■ Work task
What lines of the data below hold the string "Ровная"? Copy each one.
───── Records shown
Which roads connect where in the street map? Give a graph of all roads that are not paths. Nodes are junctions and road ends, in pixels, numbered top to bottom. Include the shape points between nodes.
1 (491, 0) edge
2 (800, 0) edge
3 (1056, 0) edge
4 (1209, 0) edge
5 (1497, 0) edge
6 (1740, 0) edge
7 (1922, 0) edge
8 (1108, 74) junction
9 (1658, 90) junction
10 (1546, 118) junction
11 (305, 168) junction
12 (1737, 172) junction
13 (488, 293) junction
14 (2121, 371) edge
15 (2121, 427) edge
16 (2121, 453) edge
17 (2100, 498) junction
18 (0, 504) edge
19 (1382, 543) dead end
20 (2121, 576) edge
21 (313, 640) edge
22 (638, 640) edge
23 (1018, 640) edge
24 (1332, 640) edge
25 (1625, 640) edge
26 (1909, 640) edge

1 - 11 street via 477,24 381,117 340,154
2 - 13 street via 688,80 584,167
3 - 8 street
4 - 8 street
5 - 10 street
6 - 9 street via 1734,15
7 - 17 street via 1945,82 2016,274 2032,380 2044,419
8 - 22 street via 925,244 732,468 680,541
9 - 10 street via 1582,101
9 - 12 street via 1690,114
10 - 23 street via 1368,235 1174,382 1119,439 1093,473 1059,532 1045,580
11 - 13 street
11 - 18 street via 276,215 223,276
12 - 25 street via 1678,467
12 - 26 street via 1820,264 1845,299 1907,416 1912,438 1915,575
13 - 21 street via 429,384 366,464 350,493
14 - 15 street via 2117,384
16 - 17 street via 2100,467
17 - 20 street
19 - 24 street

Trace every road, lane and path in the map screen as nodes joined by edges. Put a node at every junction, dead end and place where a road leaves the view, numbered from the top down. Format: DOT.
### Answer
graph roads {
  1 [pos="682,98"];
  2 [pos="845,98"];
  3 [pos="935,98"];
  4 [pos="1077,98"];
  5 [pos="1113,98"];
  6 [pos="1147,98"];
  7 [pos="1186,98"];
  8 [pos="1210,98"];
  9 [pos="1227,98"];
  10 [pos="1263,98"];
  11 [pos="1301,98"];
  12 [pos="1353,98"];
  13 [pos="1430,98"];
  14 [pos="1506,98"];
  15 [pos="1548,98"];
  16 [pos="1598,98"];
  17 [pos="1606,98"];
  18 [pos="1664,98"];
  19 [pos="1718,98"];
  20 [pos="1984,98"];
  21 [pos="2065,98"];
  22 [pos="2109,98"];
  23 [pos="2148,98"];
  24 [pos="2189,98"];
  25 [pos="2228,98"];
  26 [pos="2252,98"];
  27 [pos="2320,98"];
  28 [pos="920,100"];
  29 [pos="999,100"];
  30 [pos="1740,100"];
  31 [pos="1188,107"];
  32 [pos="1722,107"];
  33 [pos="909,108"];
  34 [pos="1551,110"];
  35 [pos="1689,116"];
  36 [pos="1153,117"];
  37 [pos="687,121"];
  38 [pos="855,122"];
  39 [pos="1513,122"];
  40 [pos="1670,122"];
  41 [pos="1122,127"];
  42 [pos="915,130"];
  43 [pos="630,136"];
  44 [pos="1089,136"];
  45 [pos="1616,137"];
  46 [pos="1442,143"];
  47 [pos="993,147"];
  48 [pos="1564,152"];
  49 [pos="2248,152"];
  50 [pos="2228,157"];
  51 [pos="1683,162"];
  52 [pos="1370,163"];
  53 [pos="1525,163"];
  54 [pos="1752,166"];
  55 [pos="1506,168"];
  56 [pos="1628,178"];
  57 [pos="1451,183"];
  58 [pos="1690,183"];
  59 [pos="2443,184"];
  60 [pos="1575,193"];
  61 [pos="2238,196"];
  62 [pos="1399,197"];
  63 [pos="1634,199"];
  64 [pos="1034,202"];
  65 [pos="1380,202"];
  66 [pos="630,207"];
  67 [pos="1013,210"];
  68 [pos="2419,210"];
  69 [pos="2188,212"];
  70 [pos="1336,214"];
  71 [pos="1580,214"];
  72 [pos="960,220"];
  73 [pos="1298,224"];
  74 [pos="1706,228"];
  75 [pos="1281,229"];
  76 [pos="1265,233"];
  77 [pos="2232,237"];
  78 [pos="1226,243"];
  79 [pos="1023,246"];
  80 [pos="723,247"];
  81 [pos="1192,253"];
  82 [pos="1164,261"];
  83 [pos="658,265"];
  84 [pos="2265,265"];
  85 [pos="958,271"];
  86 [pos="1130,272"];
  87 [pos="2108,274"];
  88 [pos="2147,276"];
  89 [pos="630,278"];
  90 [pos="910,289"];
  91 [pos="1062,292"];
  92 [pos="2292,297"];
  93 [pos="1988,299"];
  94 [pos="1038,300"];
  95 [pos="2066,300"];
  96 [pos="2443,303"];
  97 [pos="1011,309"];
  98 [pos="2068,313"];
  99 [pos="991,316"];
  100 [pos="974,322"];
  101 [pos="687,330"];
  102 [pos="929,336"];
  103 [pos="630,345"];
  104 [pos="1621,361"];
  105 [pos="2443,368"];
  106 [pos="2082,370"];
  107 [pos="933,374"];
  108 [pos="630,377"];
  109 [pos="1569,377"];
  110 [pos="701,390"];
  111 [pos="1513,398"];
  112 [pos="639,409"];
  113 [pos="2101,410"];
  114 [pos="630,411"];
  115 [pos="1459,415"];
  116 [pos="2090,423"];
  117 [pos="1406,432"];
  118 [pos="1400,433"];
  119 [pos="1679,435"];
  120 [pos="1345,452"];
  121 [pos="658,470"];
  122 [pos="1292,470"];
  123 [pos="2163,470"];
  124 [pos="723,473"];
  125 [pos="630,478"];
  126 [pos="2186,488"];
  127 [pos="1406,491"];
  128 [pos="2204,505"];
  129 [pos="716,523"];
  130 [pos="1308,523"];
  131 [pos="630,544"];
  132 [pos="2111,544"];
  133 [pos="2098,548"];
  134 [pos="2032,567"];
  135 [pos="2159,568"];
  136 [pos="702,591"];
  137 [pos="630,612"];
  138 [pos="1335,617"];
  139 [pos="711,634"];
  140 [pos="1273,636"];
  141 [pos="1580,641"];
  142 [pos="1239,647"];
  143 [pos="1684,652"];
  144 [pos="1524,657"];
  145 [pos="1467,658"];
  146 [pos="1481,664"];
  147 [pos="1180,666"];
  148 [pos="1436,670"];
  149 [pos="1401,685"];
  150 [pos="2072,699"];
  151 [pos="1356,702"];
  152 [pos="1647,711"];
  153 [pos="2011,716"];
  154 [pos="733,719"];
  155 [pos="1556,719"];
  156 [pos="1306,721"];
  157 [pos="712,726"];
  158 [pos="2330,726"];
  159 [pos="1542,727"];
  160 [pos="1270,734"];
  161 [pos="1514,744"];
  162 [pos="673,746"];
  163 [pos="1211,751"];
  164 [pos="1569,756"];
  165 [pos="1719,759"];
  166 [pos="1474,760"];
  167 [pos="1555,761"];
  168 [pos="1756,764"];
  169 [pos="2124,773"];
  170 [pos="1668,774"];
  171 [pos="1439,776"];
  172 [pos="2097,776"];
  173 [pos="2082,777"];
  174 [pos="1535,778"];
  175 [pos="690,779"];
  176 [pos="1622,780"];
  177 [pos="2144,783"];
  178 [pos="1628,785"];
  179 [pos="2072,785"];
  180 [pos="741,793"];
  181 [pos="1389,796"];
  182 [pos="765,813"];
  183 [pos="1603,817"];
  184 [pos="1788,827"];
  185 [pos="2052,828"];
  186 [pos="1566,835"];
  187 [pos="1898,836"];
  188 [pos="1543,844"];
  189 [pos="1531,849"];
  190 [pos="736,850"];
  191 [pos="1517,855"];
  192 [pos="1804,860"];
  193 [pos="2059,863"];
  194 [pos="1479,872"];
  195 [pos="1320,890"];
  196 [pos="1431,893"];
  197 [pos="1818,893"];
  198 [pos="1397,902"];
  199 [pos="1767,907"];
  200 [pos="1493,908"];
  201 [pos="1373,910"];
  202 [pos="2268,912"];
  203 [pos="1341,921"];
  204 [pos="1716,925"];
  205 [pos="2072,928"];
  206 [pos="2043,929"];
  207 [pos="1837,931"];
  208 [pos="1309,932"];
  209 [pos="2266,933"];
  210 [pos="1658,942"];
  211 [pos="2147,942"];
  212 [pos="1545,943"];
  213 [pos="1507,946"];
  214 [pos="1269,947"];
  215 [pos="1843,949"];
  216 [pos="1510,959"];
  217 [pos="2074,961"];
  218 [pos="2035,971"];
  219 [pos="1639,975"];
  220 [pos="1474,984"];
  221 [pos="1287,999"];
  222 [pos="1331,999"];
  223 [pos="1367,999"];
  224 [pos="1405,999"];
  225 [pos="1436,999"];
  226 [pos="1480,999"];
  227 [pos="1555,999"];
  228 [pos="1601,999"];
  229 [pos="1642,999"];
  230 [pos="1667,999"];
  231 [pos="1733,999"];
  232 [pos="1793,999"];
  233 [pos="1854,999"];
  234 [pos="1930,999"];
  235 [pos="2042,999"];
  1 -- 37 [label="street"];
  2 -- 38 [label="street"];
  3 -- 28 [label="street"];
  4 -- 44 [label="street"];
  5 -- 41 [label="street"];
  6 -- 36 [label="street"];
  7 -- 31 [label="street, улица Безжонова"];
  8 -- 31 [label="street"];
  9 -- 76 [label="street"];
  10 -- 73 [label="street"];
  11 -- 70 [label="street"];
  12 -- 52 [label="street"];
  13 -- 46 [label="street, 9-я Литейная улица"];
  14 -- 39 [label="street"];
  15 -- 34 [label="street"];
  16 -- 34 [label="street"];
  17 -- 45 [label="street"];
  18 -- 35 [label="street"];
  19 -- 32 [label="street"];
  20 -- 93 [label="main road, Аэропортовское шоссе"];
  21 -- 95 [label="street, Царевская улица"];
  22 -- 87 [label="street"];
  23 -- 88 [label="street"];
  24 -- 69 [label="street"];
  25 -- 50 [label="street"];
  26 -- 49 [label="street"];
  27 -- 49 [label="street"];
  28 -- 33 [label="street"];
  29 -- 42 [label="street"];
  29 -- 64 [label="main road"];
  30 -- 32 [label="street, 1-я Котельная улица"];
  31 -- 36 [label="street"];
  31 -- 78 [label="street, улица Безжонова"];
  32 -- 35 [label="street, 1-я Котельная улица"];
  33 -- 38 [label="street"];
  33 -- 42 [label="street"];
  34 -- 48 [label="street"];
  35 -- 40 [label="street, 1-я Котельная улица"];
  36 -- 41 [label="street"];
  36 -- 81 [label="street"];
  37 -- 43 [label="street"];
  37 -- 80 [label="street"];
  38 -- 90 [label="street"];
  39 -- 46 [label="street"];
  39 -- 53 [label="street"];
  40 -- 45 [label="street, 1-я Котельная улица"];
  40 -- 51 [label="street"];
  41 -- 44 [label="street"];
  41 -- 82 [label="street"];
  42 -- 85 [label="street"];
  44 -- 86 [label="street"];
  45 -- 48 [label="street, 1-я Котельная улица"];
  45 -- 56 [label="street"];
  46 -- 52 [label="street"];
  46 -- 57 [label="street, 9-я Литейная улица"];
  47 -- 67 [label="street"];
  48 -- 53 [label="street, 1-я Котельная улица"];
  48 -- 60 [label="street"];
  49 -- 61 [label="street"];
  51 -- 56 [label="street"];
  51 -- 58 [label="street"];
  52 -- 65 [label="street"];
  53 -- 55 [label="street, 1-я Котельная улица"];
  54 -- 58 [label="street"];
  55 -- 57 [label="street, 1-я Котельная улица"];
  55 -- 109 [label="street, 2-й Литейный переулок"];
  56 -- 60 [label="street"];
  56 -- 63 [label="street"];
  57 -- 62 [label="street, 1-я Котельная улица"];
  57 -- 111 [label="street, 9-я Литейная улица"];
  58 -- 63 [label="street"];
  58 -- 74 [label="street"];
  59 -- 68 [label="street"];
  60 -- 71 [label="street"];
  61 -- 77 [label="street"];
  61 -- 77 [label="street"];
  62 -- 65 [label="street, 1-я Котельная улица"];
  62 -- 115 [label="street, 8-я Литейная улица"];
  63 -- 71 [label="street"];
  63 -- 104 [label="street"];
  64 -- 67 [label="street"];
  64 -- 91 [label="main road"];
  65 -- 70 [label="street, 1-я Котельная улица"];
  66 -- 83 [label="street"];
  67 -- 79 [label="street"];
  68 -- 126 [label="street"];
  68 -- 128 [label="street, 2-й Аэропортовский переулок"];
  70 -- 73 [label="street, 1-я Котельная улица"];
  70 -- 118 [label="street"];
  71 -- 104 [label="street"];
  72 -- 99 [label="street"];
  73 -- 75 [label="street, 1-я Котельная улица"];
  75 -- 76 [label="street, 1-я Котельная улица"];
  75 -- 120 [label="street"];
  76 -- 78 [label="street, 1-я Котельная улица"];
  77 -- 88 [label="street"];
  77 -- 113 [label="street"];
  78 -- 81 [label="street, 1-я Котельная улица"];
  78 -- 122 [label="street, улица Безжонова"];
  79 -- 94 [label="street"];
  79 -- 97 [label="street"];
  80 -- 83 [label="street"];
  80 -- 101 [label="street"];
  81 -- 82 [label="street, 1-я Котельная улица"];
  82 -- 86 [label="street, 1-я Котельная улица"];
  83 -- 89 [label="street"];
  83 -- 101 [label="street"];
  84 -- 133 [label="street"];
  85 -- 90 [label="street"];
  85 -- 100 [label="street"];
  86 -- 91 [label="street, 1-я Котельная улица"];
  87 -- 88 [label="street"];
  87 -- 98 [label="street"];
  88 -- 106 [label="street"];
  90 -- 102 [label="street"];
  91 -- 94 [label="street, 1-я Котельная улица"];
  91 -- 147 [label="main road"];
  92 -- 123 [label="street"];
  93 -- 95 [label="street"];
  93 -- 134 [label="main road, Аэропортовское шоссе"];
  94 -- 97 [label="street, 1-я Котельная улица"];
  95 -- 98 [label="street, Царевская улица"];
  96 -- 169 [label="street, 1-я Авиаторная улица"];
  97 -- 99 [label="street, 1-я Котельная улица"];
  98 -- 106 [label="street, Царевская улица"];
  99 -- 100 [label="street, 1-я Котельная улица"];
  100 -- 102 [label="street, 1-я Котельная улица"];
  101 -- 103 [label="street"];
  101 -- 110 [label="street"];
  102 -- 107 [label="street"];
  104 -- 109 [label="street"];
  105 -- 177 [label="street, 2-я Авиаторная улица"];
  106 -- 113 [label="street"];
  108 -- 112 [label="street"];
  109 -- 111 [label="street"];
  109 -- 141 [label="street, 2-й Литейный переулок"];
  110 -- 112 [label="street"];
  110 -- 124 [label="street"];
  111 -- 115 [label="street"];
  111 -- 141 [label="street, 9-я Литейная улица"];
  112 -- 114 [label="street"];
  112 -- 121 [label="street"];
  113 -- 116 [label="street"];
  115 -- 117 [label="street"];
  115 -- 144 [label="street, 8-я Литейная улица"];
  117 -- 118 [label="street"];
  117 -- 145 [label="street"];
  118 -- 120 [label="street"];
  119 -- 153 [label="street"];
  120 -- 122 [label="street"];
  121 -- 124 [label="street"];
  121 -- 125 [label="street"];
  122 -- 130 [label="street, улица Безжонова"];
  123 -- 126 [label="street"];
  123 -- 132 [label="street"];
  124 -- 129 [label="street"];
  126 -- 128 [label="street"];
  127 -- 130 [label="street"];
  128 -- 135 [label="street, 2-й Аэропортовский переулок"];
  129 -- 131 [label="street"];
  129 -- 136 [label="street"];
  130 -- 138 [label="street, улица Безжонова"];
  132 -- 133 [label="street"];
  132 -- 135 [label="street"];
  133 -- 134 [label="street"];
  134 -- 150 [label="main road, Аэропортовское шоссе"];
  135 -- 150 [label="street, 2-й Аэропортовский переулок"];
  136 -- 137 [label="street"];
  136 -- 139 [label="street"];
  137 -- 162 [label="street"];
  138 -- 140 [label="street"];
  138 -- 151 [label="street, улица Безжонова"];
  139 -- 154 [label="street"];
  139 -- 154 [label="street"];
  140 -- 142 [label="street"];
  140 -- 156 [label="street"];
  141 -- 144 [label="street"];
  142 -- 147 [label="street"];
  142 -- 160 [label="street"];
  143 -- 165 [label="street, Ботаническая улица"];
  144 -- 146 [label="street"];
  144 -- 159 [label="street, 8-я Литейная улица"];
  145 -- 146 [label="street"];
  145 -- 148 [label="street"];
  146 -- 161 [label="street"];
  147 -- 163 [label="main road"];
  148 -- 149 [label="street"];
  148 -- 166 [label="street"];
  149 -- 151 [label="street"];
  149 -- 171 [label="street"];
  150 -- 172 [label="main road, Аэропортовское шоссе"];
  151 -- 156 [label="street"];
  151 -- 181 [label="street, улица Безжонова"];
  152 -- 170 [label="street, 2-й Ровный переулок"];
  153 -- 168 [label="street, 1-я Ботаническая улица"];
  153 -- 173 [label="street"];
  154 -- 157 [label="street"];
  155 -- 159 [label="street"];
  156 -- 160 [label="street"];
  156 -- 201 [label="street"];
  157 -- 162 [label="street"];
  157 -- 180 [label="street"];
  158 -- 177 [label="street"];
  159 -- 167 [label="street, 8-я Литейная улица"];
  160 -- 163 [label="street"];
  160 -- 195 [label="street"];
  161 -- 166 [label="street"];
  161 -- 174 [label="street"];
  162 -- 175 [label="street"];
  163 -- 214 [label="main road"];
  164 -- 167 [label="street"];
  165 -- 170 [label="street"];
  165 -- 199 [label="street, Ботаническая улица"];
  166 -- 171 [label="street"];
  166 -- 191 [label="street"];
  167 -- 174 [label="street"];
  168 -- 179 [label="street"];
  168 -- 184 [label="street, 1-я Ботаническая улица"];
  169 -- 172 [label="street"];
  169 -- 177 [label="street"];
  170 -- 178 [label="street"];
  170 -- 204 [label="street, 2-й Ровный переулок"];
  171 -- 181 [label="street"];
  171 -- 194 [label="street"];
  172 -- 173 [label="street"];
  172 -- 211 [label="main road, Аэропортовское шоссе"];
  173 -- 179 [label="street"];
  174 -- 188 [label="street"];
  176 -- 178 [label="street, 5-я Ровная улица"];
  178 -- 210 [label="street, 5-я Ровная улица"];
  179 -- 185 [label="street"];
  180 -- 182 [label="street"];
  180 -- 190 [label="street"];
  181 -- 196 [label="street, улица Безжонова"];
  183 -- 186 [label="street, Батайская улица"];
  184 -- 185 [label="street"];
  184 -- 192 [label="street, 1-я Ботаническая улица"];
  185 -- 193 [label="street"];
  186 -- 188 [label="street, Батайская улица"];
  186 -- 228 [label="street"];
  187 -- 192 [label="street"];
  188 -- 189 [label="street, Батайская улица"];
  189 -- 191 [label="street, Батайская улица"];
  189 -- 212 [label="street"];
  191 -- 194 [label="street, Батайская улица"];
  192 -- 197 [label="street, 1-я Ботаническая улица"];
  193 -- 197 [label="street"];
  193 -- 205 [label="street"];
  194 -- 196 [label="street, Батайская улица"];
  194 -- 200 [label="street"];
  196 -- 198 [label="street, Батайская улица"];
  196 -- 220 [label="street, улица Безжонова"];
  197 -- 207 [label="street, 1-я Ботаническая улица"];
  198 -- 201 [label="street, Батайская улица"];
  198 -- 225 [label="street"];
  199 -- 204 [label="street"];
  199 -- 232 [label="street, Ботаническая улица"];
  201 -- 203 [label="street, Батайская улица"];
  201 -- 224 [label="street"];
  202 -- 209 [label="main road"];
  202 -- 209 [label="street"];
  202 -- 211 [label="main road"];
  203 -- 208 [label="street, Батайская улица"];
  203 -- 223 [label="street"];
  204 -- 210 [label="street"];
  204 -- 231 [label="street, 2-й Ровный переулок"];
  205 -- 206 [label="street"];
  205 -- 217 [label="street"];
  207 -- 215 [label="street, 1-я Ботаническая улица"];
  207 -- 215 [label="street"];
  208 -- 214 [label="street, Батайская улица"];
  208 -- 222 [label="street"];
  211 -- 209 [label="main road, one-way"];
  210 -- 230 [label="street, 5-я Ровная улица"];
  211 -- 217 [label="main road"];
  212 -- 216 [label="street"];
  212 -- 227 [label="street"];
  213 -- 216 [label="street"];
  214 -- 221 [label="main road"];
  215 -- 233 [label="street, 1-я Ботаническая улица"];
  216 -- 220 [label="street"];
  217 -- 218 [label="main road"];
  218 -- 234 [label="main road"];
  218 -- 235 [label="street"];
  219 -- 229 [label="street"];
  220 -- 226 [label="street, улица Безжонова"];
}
──────────
■ Worked solution
  176 -- 178 [label="street, 5-я Ровная улица"];
  178 -- 210 [label="street, 5-я Ровная улица"];
  210 -- 230 [label="street, 5-я Ровная улица"];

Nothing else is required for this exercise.